In this tutorial, we get hands on in building a real time data processing pipeline using Apache Kafka and Memphis.

Introduction

Real-time data has become the new powerful type of brand that sets businesses apart in competition when it is well tapped, processed and used. This is because when it is well used, carries the key to hacking decision-making and setting apart businesses in the competing market.

Apache Kafka and Memphis are two essential tools that are used to build and handle real-time data processing pipelines. They both major in processing real-time data at scale. By combining Apache Kafka and Memphis, you can build a powerful real-time data processing pipeline that can handle large volumes of data and scale horizontally as needed.

In this article, we will explore how using Apache Kafka and Memphis, you can build a powerful real-time data processing pipeline that is simple, scalable and efficient.

Why Apache Kafka?

Apache Kafka is an open-source distributed messaging system that allows the streaming of data between applications and services.

Kafka has a distributed architecture that allows it to handle large volumes of data and scale horizontally by adding more brokers to the cluster. Kafka uses a publish-subscribe model, where producers publish data to topics, and consumers subscribe to those topics to consume the data.

Kafka is widely used because it is fault-tolerant and highly available by replicating data across multiple brokers.

Why Memphis?

What is Memphis? Memphis is a real-time data processing platform that provides a simple and efficient way to process and analyze streaming data. It is designed to handle large volumes of data and can be easily scaled to handle more complex data processing pipelines.
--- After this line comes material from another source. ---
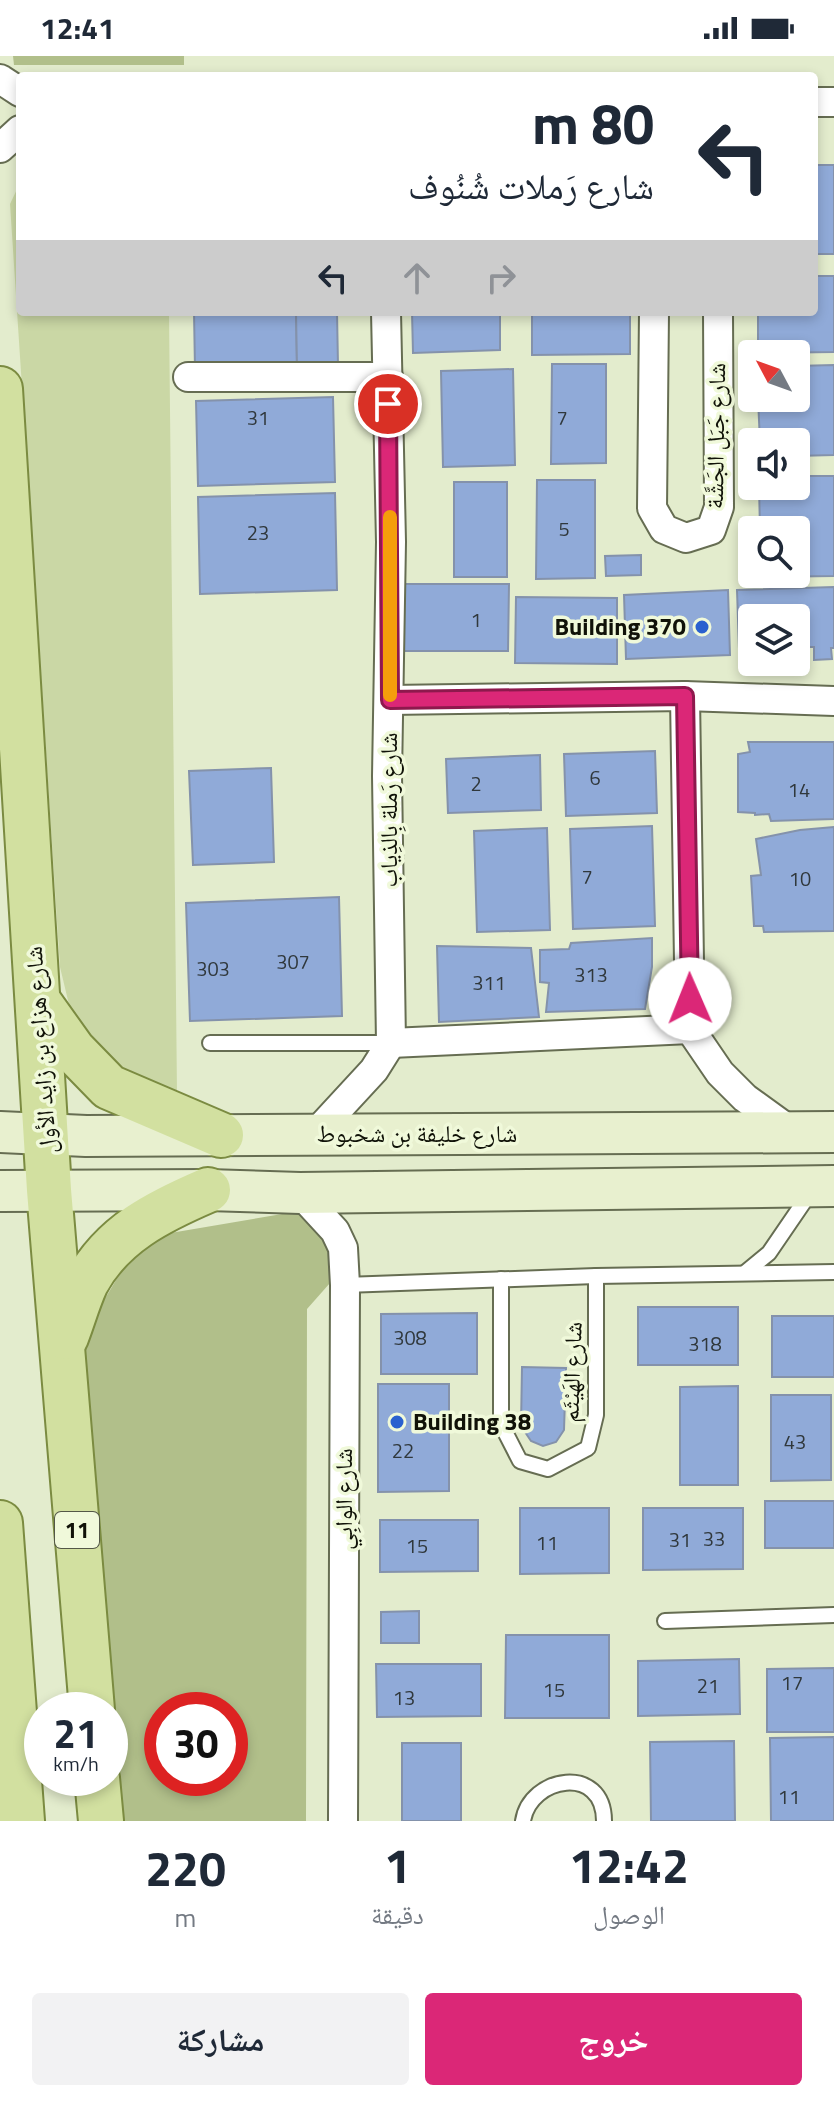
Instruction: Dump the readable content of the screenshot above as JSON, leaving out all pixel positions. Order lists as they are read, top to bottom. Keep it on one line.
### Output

With Memphis, you can be able to monitor and manage your data processing pipelines using a number of management tools and APIs provided.

Memphis uses a declarative query language called Memphis Query Language (MQL) to define real-time data processing pipelines. MQL queries can be used to filter, transform, and aggregate data in real time.

By combining Apache Kafka and Memphis, you will be able to build a powerful real-time data processing pipeline that can handle large volumes of data and scale horizontally as needed.

This is how to do it!!

Installing Apache Kafka

Before we install Apache Kafka locally, we need to make sure that we have Java installed on our system.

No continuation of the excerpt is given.